* **Work to be completed**:
The answer should be one number, the count of lines in the data with "nodes".

═════ Study material

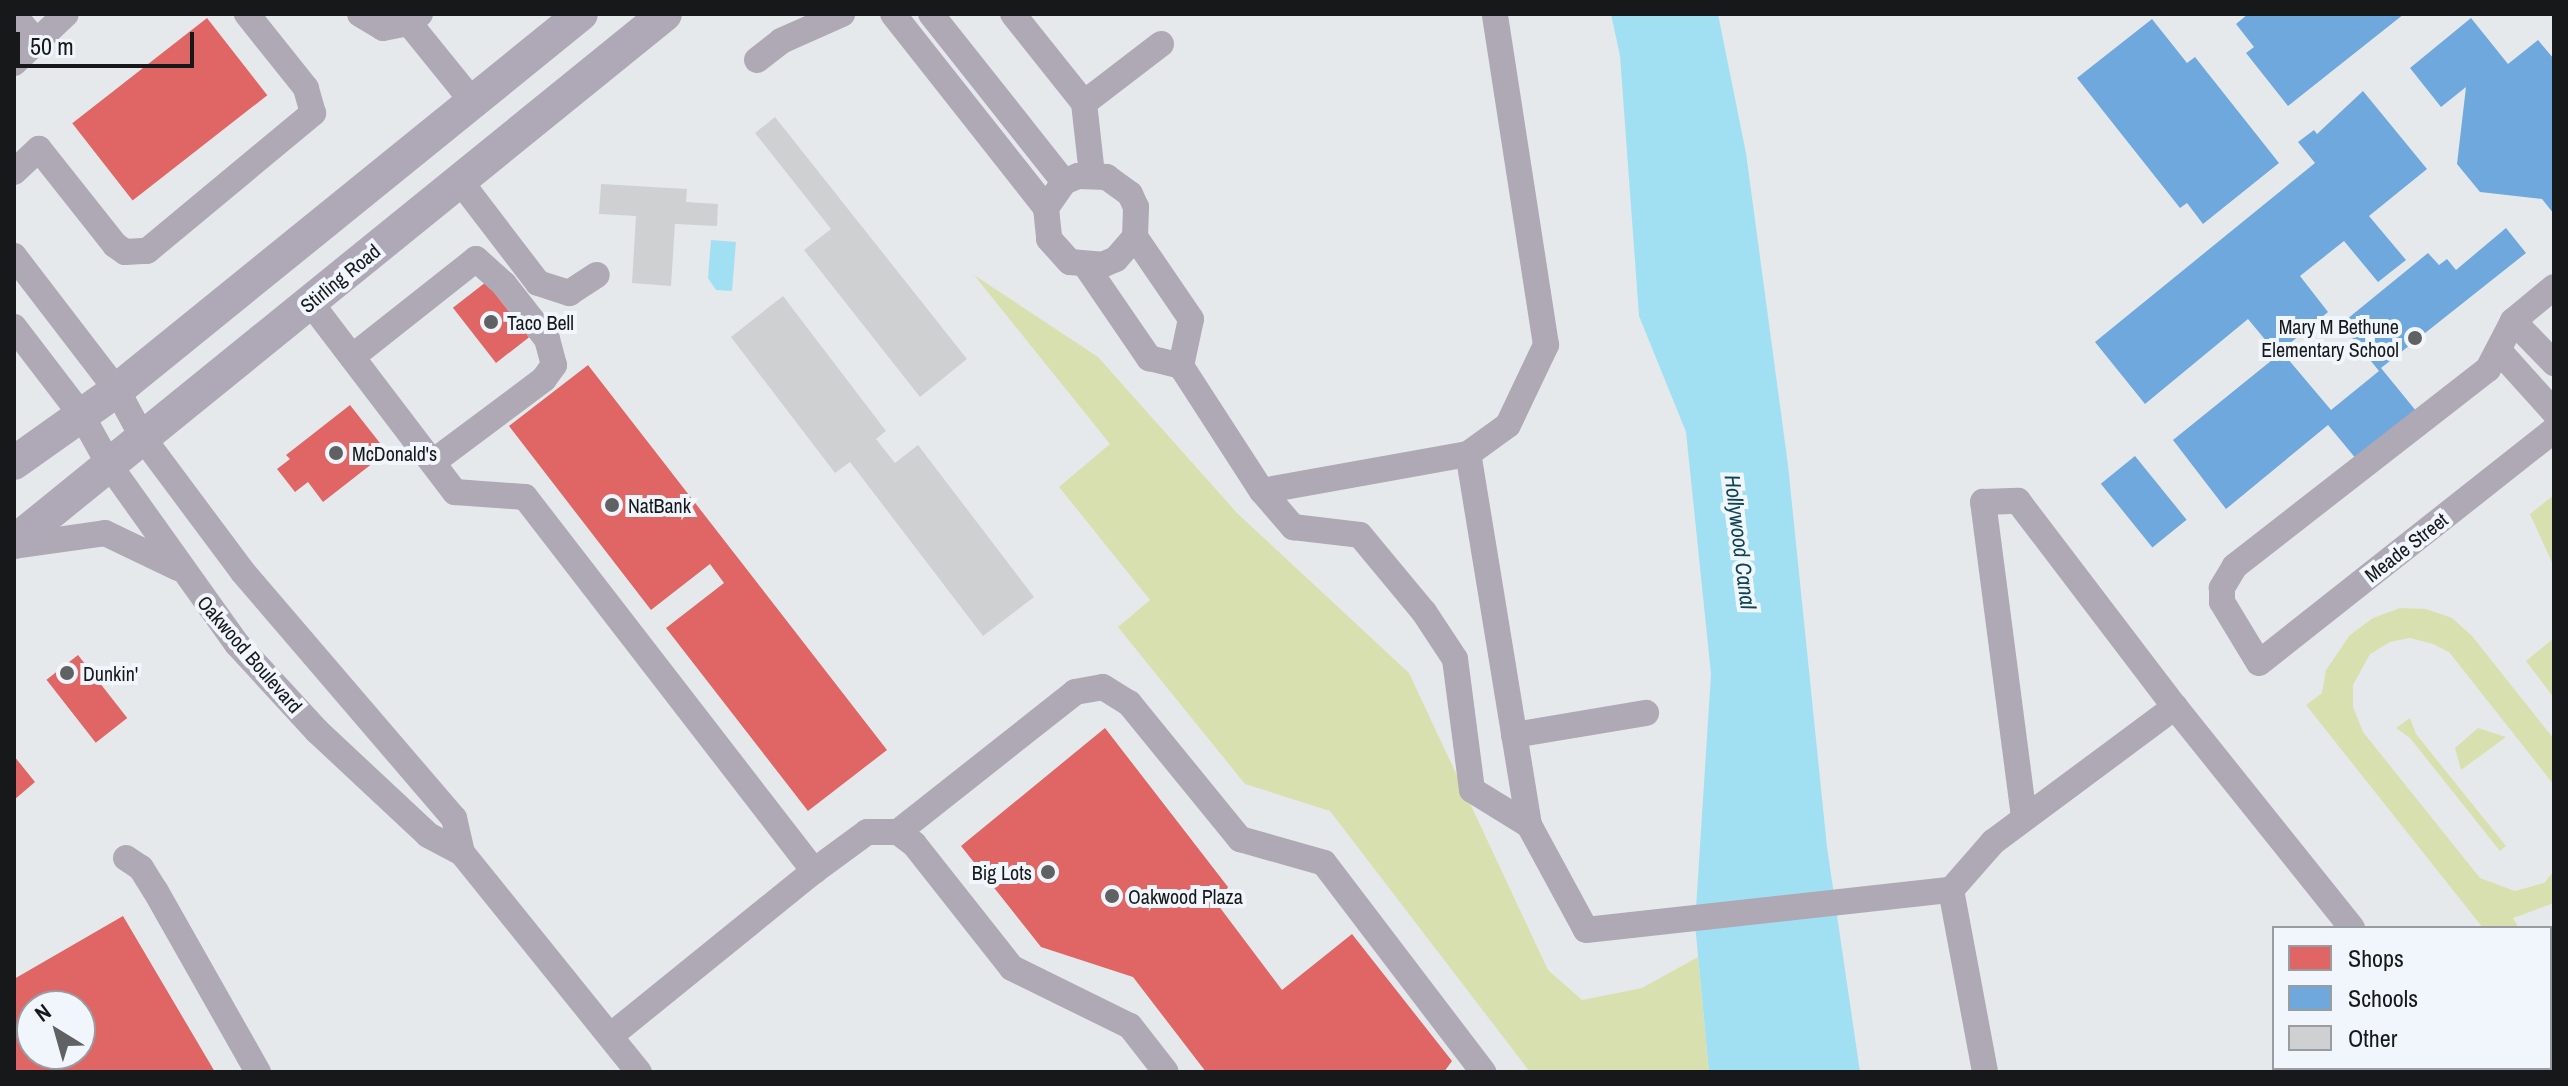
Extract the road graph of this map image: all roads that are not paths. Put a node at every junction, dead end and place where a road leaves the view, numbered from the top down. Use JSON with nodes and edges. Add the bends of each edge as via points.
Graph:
{"nodes":[{"id":1,"x":66,"y":14,"type":"edge"},
{"id":2,"x":247,"y":14,"type":"edge"},
{"id":3,"x":360,"y":14,"type":"edge"},
{"id":4,"x":581,"y":14,"type":"edge"},
{"id":5,"x":665,"y":14,"type":"edge"},
{"id":6,"x":842,"y":14,"type":"edge"},
{"id":7,"x":893,"y":14,"type":"edge"},
{"id":8,"x":931,"y":14,"type":"edge"},
{"id":9,"x":1013,"y":14,"type":"edge"},
{"id":10,"x":1495,"y":14,"type":"edge"},
{"id":11,"x":14,"y":15,"type":"edge"},
{"id":12,"x":414,"y":19,"type":"edge"},
{"id":13,"x":37,"y":42,"type":"junction"},
{"id":14,"x":1161,"y":44,"type":"dead end"},
{"id":15,"x":757,"y":60,"type":"dead end"},
{"id":16,"x":14,"y":63,"type":"edge"},
{"id":17,"x":473,"y":102,"type":"junction"},
{"id":18,"x":1084,"y":103,"type":"junction"},
{"id":19,"x":14,"y":172,"type":"edge"},
{"id":20,"x":1092,"y":174,"type":"junction"},
{"id":21,"x":460,"y":181,"type":"junction"},
{"id":22,"x":1064,"y":182,"type":"junction"},
{"id":23,"x":1046,"y":208,"type":"junction"},
{"id":24,"x":1135,"y":237,"type":"junction"},
{"id":25,"x":14,"y":256,"type":"edge"},
{"id":26,"x":1086,"y":266,"type":"junction"},
{"id":27,"x":597,"y":275,"type":"dead end"},
{"id":28,"x":2554,"y":287,"type":"edge"},
{"id":29,"x":310,"y":302,"type":"junction"},
{"id":30,"x":2513,"y":321,"type":"junction"},
{"id":31,"x":14,"y":327,"type":"edge"},
{"id":32,"x":2500,"y":352,"type":"junction"},
{"id":33,"x":352,"y":357,"type":"junction"},
{"id":34,"x":2554,"y":363,"type":"edge"},
{"id":35,"x":1181,"y":366,"type":"junction"},
{"id":36,"x":117,"y":390,"type":"junction"},
{"id":37,"x":2554,"y":412,"type":"edge"},
{"id":38,"x":82,"y":416,"type":"junction"},
{"id":39,"x":2554,"y":430,"type":"edge"},
{"id":40,"x":143,"y":438,"type":"junction"},
{"id":41,"x":1468,"y":454,"type":"junction"},
{"id":42,"x":433,"y":462,"type":"junction"},
{"id":43,"x":14,"y":463,"type":"edge"},
{"id":44,"x":110,"y":466,"type":"junction"},
{"id":45,"x":1262,"y":491,"type":"junction"},
{"id":46,"x":14,"y":544,"type":"edge"},
{"id":47,"x":178,"y":568,"type":"junction"},
{"id":48,"x":2175,"y":707,"type":"junction"},
{"id":49,"x":1646,"y":713,"type":"dead end"},
{"id":50,"x":1514,"y":735,"type":"junction"},
{"id":51,"x":2024,"y":817,"type":"junction"},
{"id":52,"x":1529,"y":825,"type":"junction"},
{"id":53,"x":898,"y":832,"type":"junction"},
{"id":54,"x":462,"y":853,"type":"junction"},
{"id":55,"x":126,"y":858,"type":"dead end"},
{"id":56,"x":814,"y":871,"type":"junction"},
{"id":57,"x":1951,"y":890,"type":"junction"},
{"id":58,"x":2350,"y":926,"type":"edge"},
{"id":59,"x":610,"y":1036,"type":"junction"},
{"id":60,"x":258,"y":1072,"type":"edge"},
{"id":61,"x":639,"y":1072,"type":"edge"},
{"id":62,"x":1166,"y":1072,"type":"edge"},
{"id":63,"x":1483,"y":1072,"type":"edge"},
{"id":64,"x":1985,"y":1072,"type":"edge"}],
"edges":[{"from":1,"to":13,"type":"street"},
{"from":2,"to":19,"type":"street","via":[[306,88],[313,113],[147,251],[125,252],[115,245],[39,149]]},
{"from":3,"to":12,"type":"street","via":[[383,28]]},
{"from":4,"to":17,"type":"main road"},
{"from":5,"to":21,"type":"main road","name":"Stirling Road"},
{"from":6,"to":15,"type":"street","via":[[781,41]]},
{"from":7,"to":23,"type":"street"},
{"from":8,"to":22,"type":"street"},
{"from":9,"to":18,"type":"street"},
{"from":10,"to":41,"type":"street","via":[[1546,345],[1508,425]]},
{"from":11,"to":13,"type":"street"},
{"from":12,"to":17,"type":"street"},
{"from":13,"to":16,"type":"street"},
{"from":14,"to":18,"type":"street"},
{"from":17,"to":36,"type":"main road"},
{"from":18,"to":20,"type":"street"},
{"from":20,"to":22,"type":"street"},
{"from":20,"to":24,"type":"street","via":[[1120,183],[1130,194],[1138,222]]},
{"from":21,"to":27,"type":"street","via":[[538,283],[569,293]]},
{"from":21,"to":29,"type":"main road","name":"Stirling Road"},
{"from":22,"to":23,"type":"street"},
{"from":23,"to":26,"type":"street","via":[[1049,239],[1057,252]]},
{"from":24,"to":26,"type":"street","via":[[1116,259]]},
{"from":24,"to":35,"type":"street","via":[[1191,319]]},
{"from":25,"to":36,"type":"street","name":"Oakwood Boulevard"},
{"from":26,"to":35,"type":"street","via":[[1149,358]]},
{"from":28,"to":30,"type":"street"},
{"from":29,"to":33,"type":"street"},
{"from":29,"to":40,"type":"main road","name":"Stirling Road"},
{"from":30,"to":32,"type":"street"},
{"from":30,"to":34,"type":"street"},
{"from":31,"to":38,"type":"street","name":"Oakwood Boulevard"},
{"from":32,"to":37,"type":"street"},
{"from":32,"to":39,"type":"street","name":"Meade Street","via":[[2488,369],[2235,566],[2222,588],[2222,602],[2259,663]]},
{"from":33,"to":42,"type":"street"},
{"from":33,"to":42,"type":"street","via":[[476,259],[504,284],[547,339],[554,365]]},
{"from":35,"to":45,"type":"street"},
{"from":36,"to":38,"type":"main road"},
{"from":36,"to":40,"type":"street","name":"Oakwood Boulevard"},
{"from":38,"to":43,"type":"main road"},
{"from":38,"to":44,"type":"street","name":"Oakwood Boulevard"},
{"from":40,"to":44,"type":"main road","name":"Stirling Road"},
{"from":40,"to":54,"type":"street","name":"Oakwood Boulevard","via":[[307,652],[392,740],[454,818]]},
{"from":41,"to":45,"type":"street"},
{"from":41,"to":50,"type":"street"},
{"from":42,"to":56,"type":"street","via":[[455,492],[525,497]]},
{"from":44,"to":46,"type":"main road","name":"Stirling Road"},
{"from":44,"to":47,"type":"street","name":"Oakwood Boulevard"},
{"from":45,"to":52,"type":"street","via":[[1293,527],[1360,535],[1424,612],[1455,659],[1472,790]]},
{"from":46,"to":47,"type":"street","via":[[105,533]]},
{"from":47,"to":54,"type":"street","name":"Oakwood Boulevard","via":[[237,644],[317,731],[428,835]]},
{"from":48,"to":51,"type":"street"},
{"from":48,"to":51,"type":"street","via":[[2018,501],[1983,502]]},
{"from":48,"to":58,"type":"street"},
{"from":49,"to":50,"type":"street"},
{"from":50,"to":52,"type":"street"},
{"from":51,"to":57,"type":"street","via":[[1993,842]]},
{"from":52,"to":57,"type":"street","via":[[1586,930]]},
{"from":53,"to":56,"type":"street","via":[[867,832]]},
{"from":53,"to":62,"type":"street","via":[[914,844],[1012,968],[1130,1026]]},
{"from":53,"to":63,"type":"street","via":[[1075,692],[1103,687],[1129,703],[1240,839],[1324,863]]},
{"from":54,"to":59,"type":"street","name":"Oakwood Boulevard"},
{"from":55,"to":60,"type":"street","via":[[141,868],[155,890]]},
{"from":56,"to":59,"type":"street"},
{"from":57,"to":64,"type":"street"},
{"from":59,"to":61,"type":"street","name":"Oakwood Boulevard"}]}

══════════

* **Reply**:
2